■ What to produce
Extract all lines in the data that contain the word "controls".

(Saved entries)
• • • •
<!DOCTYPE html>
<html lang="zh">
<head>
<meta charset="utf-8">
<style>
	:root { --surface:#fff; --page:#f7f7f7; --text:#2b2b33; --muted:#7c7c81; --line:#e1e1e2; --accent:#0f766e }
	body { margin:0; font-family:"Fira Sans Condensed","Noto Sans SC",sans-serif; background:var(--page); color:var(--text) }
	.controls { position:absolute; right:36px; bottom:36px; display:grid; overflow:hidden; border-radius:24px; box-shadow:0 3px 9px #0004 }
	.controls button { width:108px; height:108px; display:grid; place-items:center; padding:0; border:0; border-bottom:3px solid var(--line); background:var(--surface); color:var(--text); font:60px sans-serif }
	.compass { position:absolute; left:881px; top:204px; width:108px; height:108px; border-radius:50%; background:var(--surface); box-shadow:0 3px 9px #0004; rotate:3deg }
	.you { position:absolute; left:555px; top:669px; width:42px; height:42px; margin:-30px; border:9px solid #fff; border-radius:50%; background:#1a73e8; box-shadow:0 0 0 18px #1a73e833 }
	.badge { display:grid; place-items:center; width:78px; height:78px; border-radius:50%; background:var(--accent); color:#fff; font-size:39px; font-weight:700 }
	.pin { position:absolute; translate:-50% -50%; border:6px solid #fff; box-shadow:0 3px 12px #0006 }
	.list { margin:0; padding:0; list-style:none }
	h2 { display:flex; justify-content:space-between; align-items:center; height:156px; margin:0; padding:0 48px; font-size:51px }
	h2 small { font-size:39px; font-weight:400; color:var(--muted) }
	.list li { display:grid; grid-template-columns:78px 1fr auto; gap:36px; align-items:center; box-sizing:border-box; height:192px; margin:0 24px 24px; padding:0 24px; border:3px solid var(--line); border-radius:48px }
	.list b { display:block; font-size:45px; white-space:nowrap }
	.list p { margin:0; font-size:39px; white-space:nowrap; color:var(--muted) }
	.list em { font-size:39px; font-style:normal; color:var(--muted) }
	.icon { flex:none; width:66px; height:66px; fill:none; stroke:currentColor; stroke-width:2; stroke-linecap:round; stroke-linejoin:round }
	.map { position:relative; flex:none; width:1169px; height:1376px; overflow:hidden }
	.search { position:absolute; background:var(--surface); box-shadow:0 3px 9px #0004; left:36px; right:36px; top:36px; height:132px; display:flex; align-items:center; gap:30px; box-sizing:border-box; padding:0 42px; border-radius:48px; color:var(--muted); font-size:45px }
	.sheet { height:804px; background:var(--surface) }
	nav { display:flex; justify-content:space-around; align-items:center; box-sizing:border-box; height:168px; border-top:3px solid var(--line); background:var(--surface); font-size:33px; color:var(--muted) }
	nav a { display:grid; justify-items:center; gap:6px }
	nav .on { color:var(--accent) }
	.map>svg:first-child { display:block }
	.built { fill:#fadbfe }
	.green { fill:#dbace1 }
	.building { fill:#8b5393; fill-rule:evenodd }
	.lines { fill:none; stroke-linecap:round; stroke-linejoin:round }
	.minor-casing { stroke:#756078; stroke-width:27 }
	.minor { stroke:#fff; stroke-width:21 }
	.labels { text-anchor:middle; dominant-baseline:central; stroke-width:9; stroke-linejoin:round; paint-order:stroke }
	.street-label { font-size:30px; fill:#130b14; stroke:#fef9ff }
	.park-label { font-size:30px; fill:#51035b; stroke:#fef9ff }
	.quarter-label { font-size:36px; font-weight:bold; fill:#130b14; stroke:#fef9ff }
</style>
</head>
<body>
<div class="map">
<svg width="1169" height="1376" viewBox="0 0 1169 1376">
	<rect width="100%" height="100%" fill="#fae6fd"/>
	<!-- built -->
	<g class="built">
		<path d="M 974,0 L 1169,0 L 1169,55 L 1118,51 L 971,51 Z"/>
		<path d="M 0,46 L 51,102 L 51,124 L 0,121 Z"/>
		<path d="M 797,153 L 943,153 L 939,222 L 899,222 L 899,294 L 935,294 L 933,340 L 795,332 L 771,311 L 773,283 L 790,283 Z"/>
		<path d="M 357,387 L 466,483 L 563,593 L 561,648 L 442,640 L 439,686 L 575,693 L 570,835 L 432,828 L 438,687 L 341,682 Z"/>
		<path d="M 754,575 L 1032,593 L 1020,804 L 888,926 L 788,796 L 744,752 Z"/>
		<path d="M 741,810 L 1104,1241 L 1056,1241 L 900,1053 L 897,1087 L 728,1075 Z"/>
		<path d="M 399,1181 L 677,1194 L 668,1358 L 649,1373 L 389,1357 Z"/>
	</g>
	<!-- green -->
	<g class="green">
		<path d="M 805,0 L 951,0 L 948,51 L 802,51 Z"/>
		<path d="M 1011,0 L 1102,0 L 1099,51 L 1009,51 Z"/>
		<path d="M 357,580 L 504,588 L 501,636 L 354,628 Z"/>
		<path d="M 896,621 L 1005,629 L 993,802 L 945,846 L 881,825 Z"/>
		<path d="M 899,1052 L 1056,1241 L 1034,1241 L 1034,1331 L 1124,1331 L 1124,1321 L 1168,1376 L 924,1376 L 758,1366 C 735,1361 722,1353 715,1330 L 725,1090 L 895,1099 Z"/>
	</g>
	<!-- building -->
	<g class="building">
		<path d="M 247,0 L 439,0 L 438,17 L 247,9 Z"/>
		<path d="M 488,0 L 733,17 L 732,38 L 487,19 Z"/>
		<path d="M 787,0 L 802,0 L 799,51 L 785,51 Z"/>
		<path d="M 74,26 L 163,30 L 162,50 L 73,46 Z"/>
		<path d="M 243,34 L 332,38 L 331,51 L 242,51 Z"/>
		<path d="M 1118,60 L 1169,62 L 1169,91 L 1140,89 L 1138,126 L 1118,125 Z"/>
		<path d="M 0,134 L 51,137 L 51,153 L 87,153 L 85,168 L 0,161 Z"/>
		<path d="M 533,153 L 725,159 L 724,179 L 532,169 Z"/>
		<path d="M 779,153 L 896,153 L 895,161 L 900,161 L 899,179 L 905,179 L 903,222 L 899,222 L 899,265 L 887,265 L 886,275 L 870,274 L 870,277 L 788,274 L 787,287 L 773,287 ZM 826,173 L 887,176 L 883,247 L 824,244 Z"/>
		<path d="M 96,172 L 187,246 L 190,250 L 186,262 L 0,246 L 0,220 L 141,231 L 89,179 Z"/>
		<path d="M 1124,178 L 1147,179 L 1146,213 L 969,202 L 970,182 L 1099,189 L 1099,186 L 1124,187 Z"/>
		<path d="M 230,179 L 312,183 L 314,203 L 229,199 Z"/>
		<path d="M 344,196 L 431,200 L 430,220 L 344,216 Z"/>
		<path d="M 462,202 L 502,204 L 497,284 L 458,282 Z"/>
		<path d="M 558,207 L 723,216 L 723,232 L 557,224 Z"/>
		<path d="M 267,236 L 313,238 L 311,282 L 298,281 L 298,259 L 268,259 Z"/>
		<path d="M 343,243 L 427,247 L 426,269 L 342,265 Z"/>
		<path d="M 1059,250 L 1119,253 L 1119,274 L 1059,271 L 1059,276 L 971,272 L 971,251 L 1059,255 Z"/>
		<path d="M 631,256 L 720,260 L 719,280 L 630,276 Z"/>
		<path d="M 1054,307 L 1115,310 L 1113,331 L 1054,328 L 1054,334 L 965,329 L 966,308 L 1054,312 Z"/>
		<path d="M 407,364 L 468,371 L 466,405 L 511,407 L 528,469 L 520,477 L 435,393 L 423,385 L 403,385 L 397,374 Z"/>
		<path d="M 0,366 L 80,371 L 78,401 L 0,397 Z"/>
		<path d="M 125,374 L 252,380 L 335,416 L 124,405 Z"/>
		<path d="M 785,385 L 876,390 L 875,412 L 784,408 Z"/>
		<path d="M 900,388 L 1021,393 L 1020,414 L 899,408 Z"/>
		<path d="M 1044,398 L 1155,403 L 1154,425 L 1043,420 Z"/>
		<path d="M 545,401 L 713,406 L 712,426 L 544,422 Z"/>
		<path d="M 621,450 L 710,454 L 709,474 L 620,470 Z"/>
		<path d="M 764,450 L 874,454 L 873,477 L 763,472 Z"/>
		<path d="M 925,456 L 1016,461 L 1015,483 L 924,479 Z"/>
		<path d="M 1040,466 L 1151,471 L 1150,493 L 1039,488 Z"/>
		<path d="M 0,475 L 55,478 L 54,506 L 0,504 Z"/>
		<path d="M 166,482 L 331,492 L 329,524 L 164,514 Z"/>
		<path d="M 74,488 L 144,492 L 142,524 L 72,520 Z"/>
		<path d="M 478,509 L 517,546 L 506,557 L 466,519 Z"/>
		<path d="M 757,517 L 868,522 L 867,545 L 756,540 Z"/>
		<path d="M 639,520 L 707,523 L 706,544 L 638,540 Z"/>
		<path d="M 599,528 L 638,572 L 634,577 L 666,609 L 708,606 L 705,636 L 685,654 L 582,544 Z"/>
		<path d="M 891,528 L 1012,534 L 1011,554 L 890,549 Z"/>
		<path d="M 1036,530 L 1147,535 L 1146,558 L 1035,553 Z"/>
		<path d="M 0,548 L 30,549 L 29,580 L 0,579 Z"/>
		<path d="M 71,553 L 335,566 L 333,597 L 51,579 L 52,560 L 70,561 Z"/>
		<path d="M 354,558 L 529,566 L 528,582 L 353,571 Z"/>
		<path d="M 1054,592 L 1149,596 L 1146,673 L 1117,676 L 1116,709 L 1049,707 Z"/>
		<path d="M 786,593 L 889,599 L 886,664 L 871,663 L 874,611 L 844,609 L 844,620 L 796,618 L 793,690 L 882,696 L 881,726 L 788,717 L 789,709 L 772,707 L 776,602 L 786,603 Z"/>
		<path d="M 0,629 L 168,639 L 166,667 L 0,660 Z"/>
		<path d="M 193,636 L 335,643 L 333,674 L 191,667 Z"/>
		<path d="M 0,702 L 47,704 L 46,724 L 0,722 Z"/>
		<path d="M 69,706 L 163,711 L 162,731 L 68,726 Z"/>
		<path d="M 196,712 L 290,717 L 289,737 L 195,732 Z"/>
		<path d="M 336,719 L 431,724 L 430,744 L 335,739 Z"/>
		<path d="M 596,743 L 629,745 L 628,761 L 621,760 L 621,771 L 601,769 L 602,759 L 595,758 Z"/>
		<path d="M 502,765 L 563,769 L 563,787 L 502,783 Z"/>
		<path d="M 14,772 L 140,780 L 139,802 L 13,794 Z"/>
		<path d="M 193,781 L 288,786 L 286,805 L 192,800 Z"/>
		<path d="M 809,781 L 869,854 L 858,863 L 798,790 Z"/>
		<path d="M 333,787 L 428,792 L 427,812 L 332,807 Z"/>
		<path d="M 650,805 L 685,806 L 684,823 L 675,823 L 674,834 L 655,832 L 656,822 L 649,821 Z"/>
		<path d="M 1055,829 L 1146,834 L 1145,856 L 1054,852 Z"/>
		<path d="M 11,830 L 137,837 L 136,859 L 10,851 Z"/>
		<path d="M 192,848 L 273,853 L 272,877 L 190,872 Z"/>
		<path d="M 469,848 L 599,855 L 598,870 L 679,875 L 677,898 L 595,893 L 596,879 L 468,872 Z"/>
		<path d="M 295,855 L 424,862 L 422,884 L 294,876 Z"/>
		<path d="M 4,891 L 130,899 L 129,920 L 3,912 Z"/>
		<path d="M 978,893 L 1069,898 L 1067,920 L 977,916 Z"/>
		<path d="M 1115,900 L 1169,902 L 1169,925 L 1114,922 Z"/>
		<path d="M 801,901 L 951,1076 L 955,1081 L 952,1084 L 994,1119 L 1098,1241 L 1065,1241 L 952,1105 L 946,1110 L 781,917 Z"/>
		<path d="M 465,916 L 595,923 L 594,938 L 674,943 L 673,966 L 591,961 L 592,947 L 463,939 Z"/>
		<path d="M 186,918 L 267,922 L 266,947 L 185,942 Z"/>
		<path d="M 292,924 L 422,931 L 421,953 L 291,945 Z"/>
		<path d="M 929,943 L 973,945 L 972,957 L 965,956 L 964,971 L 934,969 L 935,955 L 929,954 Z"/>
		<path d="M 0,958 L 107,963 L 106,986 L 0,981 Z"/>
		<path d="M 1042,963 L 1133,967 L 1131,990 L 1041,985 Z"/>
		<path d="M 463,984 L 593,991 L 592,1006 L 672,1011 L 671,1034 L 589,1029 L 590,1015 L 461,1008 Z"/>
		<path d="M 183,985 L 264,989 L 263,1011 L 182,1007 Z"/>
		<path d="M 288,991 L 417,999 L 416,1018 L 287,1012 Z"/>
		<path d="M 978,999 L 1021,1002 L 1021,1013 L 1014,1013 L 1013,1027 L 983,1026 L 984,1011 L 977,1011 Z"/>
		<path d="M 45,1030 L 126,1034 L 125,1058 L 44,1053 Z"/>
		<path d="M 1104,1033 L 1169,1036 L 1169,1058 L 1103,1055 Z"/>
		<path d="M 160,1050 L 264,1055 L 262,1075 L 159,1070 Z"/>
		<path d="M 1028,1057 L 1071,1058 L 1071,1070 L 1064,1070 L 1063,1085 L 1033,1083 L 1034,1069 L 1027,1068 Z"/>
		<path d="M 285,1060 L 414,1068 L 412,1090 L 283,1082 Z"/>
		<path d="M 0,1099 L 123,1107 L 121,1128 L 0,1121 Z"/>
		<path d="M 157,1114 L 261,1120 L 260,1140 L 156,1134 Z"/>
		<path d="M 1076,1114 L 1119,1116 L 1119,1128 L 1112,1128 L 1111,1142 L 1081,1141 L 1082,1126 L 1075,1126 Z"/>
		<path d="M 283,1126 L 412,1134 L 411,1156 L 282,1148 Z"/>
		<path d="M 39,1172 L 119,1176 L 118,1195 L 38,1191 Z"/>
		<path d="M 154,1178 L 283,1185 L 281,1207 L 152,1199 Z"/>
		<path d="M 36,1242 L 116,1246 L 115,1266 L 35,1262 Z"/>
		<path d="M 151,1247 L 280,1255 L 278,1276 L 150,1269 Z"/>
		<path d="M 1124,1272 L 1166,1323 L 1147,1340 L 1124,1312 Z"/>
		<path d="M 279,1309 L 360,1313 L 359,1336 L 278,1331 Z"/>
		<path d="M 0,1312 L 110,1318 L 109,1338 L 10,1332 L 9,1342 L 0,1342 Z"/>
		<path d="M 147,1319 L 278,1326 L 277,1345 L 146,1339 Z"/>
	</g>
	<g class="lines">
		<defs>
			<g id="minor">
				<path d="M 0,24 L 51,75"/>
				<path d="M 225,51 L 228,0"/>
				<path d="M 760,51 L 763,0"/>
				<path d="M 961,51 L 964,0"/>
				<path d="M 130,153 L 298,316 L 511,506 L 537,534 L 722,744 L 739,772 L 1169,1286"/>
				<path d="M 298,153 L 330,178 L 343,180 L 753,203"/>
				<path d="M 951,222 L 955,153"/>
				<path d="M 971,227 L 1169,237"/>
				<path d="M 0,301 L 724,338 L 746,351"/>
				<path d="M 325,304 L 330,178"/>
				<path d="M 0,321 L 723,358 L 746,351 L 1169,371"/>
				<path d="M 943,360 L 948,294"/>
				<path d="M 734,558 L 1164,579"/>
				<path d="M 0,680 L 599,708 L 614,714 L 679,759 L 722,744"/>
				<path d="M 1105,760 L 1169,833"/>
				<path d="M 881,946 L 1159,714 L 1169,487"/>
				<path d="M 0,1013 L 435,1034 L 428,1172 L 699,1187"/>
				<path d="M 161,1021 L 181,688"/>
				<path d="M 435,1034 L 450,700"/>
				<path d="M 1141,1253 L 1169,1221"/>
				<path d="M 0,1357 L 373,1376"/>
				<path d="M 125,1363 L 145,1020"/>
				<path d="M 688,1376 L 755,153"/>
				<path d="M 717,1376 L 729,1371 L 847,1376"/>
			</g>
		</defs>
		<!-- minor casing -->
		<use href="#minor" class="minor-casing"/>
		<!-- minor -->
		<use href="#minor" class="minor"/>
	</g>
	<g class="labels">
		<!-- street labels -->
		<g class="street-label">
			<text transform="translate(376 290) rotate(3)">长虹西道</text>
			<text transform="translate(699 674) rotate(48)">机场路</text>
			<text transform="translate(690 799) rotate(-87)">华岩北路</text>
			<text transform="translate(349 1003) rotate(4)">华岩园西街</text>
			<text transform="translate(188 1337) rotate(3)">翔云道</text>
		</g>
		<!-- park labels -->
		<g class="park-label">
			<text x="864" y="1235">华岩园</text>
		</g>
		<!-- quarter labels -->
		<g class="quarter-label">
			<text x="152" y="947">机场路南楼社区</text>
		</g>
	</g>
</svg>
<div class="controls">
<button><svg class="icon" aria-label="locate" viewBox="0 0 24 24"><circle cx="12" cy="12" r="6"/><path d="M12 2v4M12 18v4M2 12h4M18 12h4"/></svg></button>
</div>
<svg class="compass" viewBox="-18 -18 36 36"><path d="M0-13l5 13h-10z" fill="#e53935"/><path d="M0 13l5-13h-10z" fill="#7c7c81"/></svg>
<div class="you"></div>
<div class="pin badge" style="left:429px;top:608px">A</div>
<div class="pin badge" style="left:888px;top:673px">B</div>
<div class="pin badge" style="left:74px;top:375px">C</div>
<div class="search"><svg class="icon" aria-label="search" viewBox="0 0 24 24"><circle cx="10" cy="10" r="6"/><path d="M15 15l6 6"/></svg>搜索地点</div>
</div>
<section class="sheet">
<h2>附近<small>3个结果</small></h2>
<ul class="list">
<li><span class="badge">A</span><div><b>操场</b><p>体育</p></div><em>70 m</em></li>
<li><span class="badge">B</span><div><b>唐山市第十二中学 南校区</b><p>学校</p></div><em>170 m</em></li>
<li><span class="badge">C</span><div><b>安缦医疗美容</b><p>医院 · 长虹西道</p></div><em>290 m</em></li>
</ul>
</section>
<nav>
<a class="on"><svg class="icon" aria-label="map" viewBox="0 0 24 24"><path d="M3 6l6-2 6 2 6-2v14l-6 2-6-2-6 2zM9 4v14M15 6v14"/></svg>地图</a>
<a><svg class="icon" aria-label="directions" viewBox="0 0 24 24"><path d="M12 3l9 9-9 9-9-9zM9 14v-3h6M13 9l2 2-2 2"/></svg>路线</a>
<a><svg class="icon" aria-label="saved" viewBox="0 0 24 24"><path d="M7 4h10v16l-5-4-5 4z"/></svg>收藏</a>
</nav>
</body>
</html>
• • • •
■ Response to the task
	.controls { position:absolute; right:36px; bottom:36px; display:grid; overflow:hidden; border-radius:24px; box-shadow:0 3px 9px #0004 }
	.controls button { width:108px; height:108px; display:grid; place-items:center; padding:0; border:0; border-bottom:3px solid var(--line); background:var(--surface); color:var(--text); font:60px sans-serif }
<div class="controls">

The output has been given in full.